**Problem statement**
The answer must consist of every record below, reproduced exactly.

(Data records)
"""

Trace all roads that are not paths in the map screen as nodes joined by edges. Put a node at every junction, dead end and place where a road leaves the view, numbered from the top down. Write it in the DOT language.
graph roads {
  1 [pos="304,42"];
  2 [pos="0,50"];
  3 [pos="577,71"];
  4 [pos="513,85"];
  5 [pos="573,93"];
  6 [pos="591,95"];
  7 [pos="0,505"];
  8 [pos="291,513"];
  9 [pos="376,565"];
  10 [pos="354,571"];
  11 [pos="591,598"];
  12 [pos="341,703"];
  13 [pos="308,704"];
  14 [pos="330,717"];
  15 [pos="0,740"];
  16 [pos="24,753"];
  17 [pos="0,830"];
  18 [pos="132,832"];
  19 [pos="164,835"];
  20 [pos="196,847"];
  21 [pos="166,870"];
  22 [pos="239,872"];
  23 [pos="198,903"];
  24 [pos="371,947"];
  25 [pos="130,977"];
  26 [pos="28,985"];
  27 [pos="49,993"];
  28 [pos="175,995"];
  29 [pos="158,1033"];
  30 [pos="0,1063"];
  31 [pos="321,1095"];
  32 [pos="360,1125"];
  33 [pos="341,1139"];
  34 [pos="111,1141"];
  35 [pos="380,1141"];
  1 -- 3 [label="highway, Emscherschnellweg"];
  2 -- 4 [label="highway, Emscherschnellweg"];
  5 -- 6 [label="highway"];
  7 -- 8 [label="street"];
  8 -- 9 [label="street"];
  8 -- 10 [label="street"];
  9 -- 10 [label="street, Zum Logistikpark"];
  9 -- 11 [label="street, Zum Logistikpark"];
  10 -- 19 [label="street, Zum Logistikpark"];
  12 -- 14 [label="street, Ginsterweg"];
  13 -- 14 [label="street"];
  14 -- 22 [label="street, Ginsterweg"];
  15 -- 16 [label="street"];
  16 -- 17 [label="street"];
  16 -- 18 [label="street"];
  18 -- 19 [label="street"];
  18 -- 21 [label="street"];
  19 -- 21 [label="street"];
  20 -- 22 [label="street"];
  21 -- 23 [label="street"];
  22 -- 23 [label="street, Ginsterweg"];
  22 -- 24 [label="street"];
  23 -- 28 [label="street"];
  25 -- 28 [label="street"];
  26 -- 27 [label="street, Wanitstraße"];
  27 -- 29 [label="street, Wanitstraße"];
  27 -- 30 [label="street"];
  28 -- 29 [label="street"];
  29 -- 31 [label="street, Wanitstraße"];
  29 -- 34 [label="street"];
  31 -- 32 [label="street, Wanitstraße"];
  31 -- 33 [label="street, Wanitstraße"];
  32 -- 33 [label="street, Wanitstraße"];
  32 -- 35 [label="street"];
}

"""

**Response to this task**
Trace all roads that are not paths in the map screen as nodes joined by edges. Put a node at every junction, dead end and place where a road leaves the view, numbered from the top down. Write it in the DOT language.
graph roads {
  1 [pos="304,42"];
  2 [pos="0,50"];
  3 [pos="577,71"];
  4 [pos="513,85"];
  5 [pos="573,93"];
  6 [pos="591,95"];
  7 [pos="0,505"];
  8 [pos="291,513"];
  9 [pos="376,565"];
  10 [pos="354,571"];
  11 [pos="591,598"];
  12 [pos="341,703"];
  13 [pos="308,704"];
  14 [pos="330,717"];
  15 [pos="0,740"];
  16 [pos="24,753"];
  17 [pos="0,830"];
  18 [pos="132,832"];
  19 [pos="164,835"];
  20 [pos="196,847"];
  21 [pos="166,870"];
  22 [pos="239,872"];
  23 [pos="198,903"];
  24 [pos="371,947"];
  25 [pos="130,977"];
  26 [pos="28,985"];
  27 [pos="49,993"];
  28 [pos="175,995"];
  29 [pos="158,1033"];
  30 [pos="0,1063"];
  31 [pos="321,1095"];
  32 [pos="360,1125"];
  33 [pos="341,1139"];
  34 [pos="111,1141"];
  35 [pos="380,1141"];
  1 -- 3 [label="highway, Emscherschnellweg"];
  2 -- 4 [label="highway, Emscherschnellweg"];
  5 -- 6 [label="highway"];
  7 -- 8 [label="street"];
  8 -- 9 [label="street"];
  8 -- 10 [label="street"];
  9 -- 10 [label="street, Zum Logistikpark"];
  9 -- 11 [label="street, Zum Logistikpark"];
  10 -- 19 [label="street, Zum Logistikpark"];
  12 -- 14 [label="street, Ginsterweg"];
  13 -- 14 [label="street"];
  14 -- 22 [label="street, Ginsterweg"];
  15 -- 16 [label="street"];
  16 -- 17 [label="street"];
  16 -- 18 [label="street"];
  18 -- 19 [label="street"];
  18 -- 21 [label="street"];
  19 -- 21 [label="street"];
  20 -- 22 [label="street"];
  21 -- 23 [label="street"];
  22 -- 23 [label="street, Ginsterweg"];
  22 -- 24 [label="street"];
  23 -- 28 [label="street"];
  25 -- 28 [label="street"];
  26 -- 27 [label="street, Wanitstraße"];
  27 -- 29 [label="street, Wanitstraße"];
  27 -- 30 [label="street"];
  28 -- 29 [label="street"];
  29 -- 31 [label="street, Wanitstraße"];
  29 -- 34 [label="street"];
  31 -- 32 [label="street, Wanitstraße"];
  31 -- 33 [label="street, Wanitstraße"];
  32 -- 33 [label="street, Wanitstraße"];
  32 -- 35 [label="street"];
}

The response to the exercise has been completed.